#### Task brief:
Nothing but the records, repeated exactly, should form the response.

#### Records provided:
════════
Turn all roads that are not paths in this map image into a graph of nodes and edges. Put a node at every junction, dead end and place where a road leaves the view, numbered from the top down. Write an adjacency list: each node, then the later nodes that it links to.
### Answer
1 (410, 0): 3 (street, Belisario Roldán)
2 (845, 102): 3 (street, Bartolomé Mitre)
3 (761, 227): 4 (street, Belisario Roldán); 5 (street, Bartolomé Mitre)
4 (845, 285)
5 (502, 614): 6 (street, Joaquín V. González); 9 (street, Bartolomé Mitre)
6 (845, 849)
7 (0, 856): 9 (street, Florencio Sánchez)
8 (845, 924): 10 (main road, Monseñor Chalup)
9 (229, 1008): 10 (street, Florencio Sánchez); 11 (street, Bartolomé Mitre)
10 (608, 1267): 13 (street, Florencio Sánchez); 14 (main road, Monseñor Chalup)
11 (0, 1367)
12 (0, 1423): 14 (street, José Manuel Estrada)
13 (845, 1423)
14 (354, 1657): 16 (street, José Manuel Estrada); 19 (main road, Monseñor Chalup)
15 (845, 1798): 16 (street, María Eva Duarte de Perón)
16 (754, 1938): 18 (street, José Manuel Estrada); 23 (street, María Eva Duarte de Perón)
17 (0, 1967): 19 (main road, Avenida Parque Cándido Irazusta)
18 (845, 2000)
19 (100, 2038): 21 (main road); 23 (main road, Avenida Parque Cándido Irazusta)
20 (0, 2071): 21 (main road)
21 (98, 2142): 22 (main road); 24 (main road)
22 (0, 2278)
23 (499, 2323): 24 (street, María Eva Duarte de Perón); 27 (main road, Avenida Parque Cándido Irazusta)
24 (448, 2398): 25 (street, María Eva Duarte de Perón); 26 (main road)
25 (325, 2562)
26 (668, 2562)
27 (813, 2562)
════════
#### Solved problem:
Turn all roads that are not paths in this map image into a graph of nodes and edges. Put a node at every junction, dead end and place where a road leaves the view, numbered from the top down. Write an adjacency list: each node, then the later nodes that it links to.
### Answer
1 (410, 0): 3 (street, Belisario Roldán)
2 (845, 102): 3 (street, Bartolomé Mitre)
3 (761, 227): 4 (street, Belisario Roldán); 5 (street, Bartolomé Mitre)
4 (845, 285)
5 (502, 614): 6 (street, Joaquín V. González); 9 (street, Bartolomé Mitre)
6 (845, 849)
7 (0, 856): 9 (street, Florencio Sánchez)
8 (845, 924): 10 (main road, Monseñor Chalup)
9 (229, 1008): 10 (street, Florencio Sánchez); 11 (street, Bartolomé Mitre)
10 (608, 1267): 13 (street, Florencio Sánchez); 14 (main road, Monseñor Chalup)
11 (0, 1367)
12 (0, 1423): 14 (street, José Manuel Estrada)
13 (845, 1423)
14 (354, 1657): 16 (street, José Manuel Estrada); 19 (main road, Monseñor Chalup)
15 (845, 1798): 16 (street, María Eva Duarte de Perón)
16 (754, 1938): 18 (street, José Manuel Estrada); 23 (street, María Eva Duarte de Perón)
17 (0, 1967): 19 (main road, Avenida Parque Cándido Irazusta)
18 (845, 2000)
19 (100, 2038): 21 (main road); 23 (main road, Avenida Parque Cándido Irazusta)
20 (0, 2071): 21 (main road)
21 (98, 2142): 22 (main road); 24 (main road)
22 (0, 2278)
23 (499, 2323): 24 (street, María Eva Duarte de Perón); 27 (main road, Avenida Parque Cándido Irazusta)
24 (448, 2398): 25 (street, María Eva Duarte de Perón); 26 (main road)
25 (325, 2562)
26 (668, 2562)
27 (813, 2562)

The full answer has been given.